Adliges Handeln in der von tiefgreifenden Transformationen geprägten Frühen Neuzeit stand stets unter besonderem Druck. Der Band richtet den Blick auf niederadlige Akteure im mitteldeutschen Raum und untersucht, wie ausgewählte Standesvertreter auf die Umbrüche ihrer Zeit reagierten, Herrschaft gestalteten, Konflikte austrugen, unterschiedlichste Lebens- und Karriereoptionen verfolgten und mit Mitteln der Kunst und Architektur bleibende Zeichen setzten. Elf Beiträge widmen sich ausgewählten Angehörigen von Niederadelsfamilien. Sie prägten Schlösser und Burgen, wie etwa in Leitzkau, oder hinterließen als Domherren in den Kathedralen der Region ihre Spuren. Auch Beispiele aus angrenzenden Gebieten werden vorgestellt.
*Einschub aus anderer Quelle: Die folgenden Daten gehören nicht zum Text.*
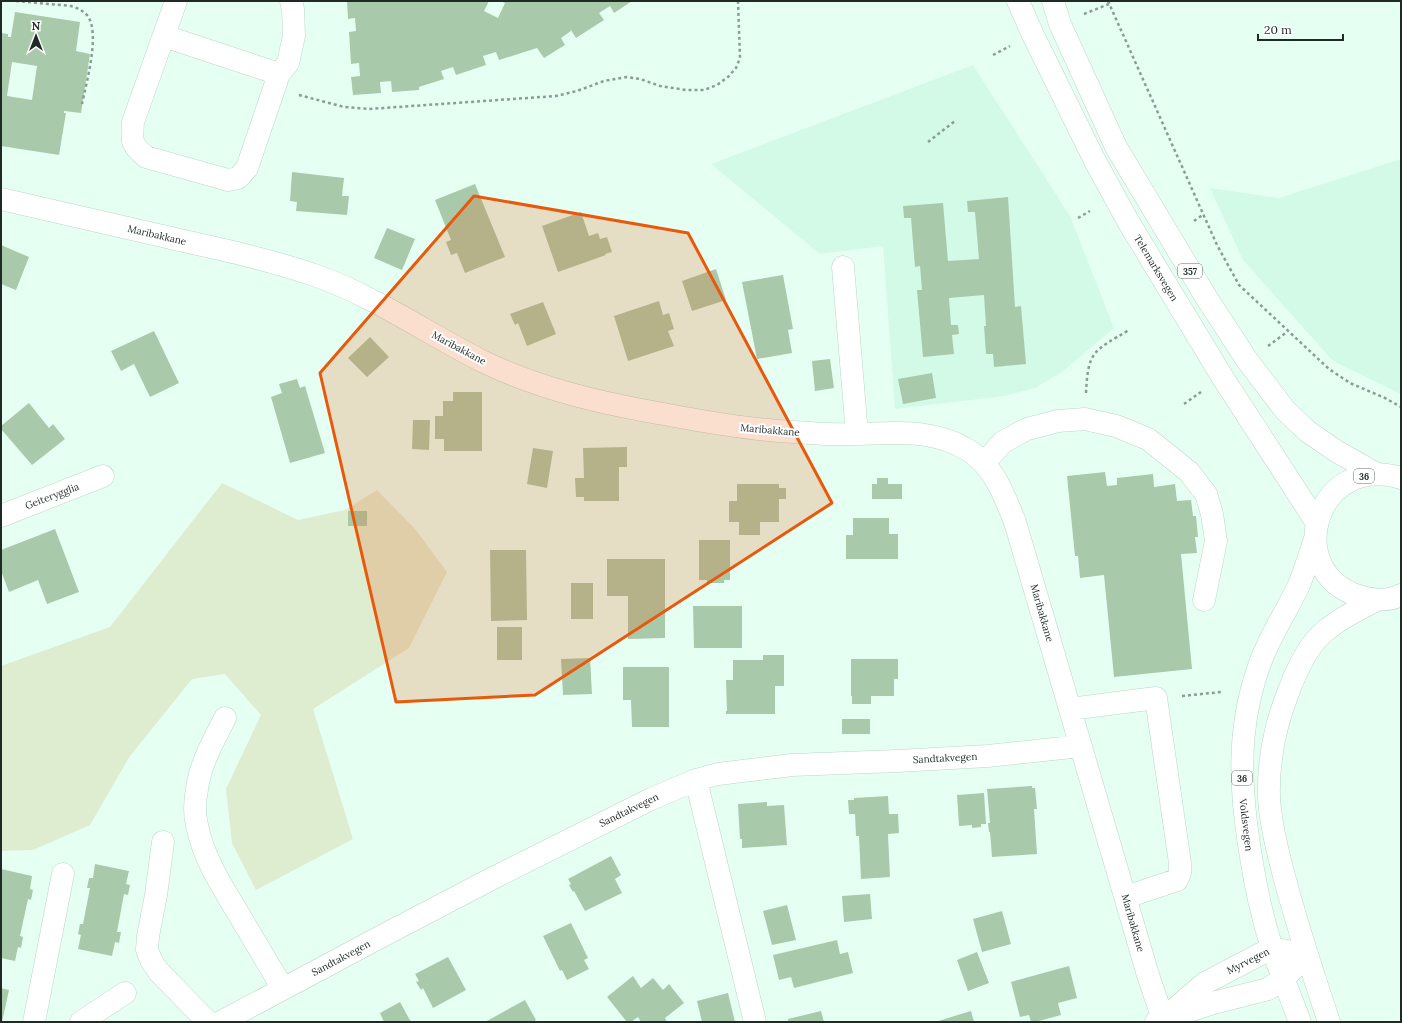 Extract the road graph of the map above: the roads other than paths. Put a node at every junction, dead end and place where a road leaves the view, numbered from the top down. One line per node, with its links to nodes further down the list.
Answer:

Der reich illustrierte Band stellt neueste Forschungsergebnisse vor und lädt ein, die vielfältigen Facetten niederadligen Lebens und Wirkens kennenzulernen.
- Der Tagungsband schildert, wie der niederadlige Adel Mitteldeutschlands Architektur, Politik und Gesellschaft nachhaltig prägte.
- Zahlreiche großformatige Abbildungen illustrieren anschaulich die Bauwerke, Lebenswege und Netzwerke der Akteure.